Senna costata is a species of flowering plant in the family Fabaceae and is endemic to northern Australia. It is a shrub or small tree with pinnate leaves with four or five pairs of narrowly elliptic leaflets, and yellow flowers arranged in pairs or groups of five to eight, with ten fertile stamens in each flower.

==Description==
Senna costata is a shrub or small tree that typically grows to a height of 0.6–3 m, its stems and foliage softly-hairy. The leaves are pinnate, 40–60 mm long on a petiole up to 20 mm long with four or five pairs of narrowly elliptic leaflets 20–40 mm long and 3–8 mm wide.
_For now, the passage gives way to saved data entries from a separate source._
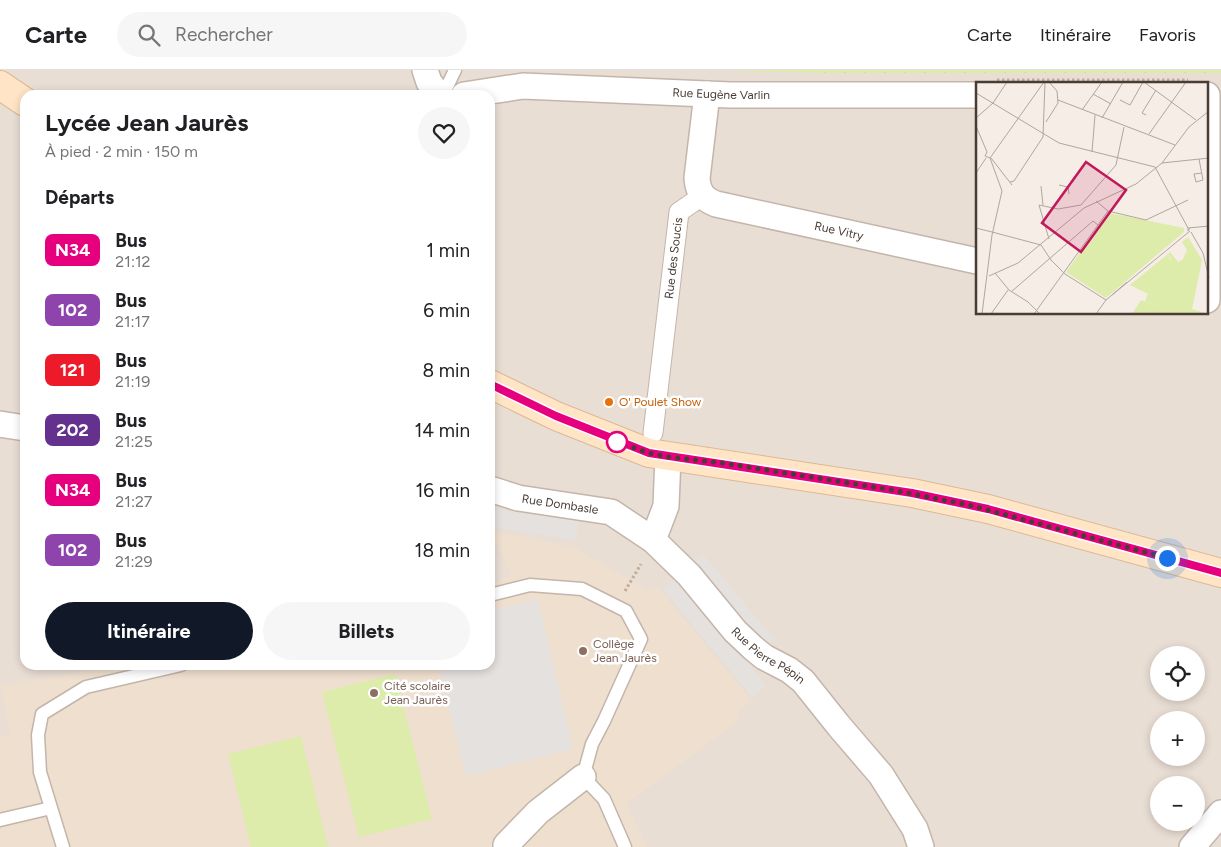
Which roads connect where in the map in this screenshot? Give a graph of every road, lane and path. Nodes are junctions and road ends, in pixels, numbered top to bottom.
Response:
1 (425, 70) edge
2 (455, 70) edge
3 (0, 85) edge
4 (443, 90) edge
5 (449, 90) edge
6 (480, 90) edge
7 (708, 94) junction
8 (976, 95) edge
9 (1221, 95) edge
10 (1208, 96) edge
11 (20, 99) edge
12 (702, 196) junction
13 (976, 262) edge
14 (1208, 304) edge
15 (1221, 307) edge
16 (495, 386) edge
17 (0, 424) edge
18 (20, 427) edge
19 (653, 434) dead end
20 (668, 457) junction
21 (495, 491) edge
22 (653, 540) junction
23 (1221, 573) edge
24 (495, 593) edge
25 (616, 606) junction
26 (158, 670) edge
27 (583, 777) junction
28 (50, 808) junction
29 (1221, 813) edge
30 (0, 820) edge
31 (63, 847) edge
32 (507, 847) edge
33 (625, 847) edge
34 (921, 847) edge
35 (1192, 847) edge

1 - 4 street
2 - 5 lane
3 - 11 main road
6 - 7 street, Rue Eugène Varlin
7 - 8 street, Rue Eugène Varlin
7 - 12 street
9 - 10 street
12 - 13 street, Rue Vitry
12 - 19 street, Rue des Soucis
14 - 15 street
16 - 20 main road
17 - 18 street
20 - 22 street
20 - 23 main road
21 - 22 street, Rue Dombasle
22 - 25 path
22 - 34 street, Rue Pierre Pépin
24 - 25 lane
25 - 27 lane
26 - 28 lane
27 - 32 street
27 - 33 lane
28 - 30 lane
28 - 31 lane
29 - 35 street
The flowers are yellow and arranged in upper leaf axils in groups of five to eight on a peduncle 10–15 mm long, each flower on a pedicel 10–15 mm long. The petals are 7–10 mm long and there are ten fertile stamens, the anthers about 3 mm long. Flowering occurs in winter and spring, and the fruit is a flat pod 70–80 mm long, 8–10 mm wide and usually curved.

==Taxonomy==
This species was first formally described in 1915 by John Frederick Bailey and Cyril Tenison White who gave it the name Cassia costata in the Queensland Agricultutal Journal from specimens collected by Ernest Walter Bick near Woolgar, north of Richmond in 1915. In 1989, Barbara Rae Randell reclassified the species as Senna costata in the Journal of the Adelaide Botanic Garden. The specific epithet (costata) means "ribbed", referring to the stems of this species.

==Distribution and habitat==
Senna costata grows on pindan plains in grassy woodland in northern Western Australia, the Northern Territory and northern Queensland.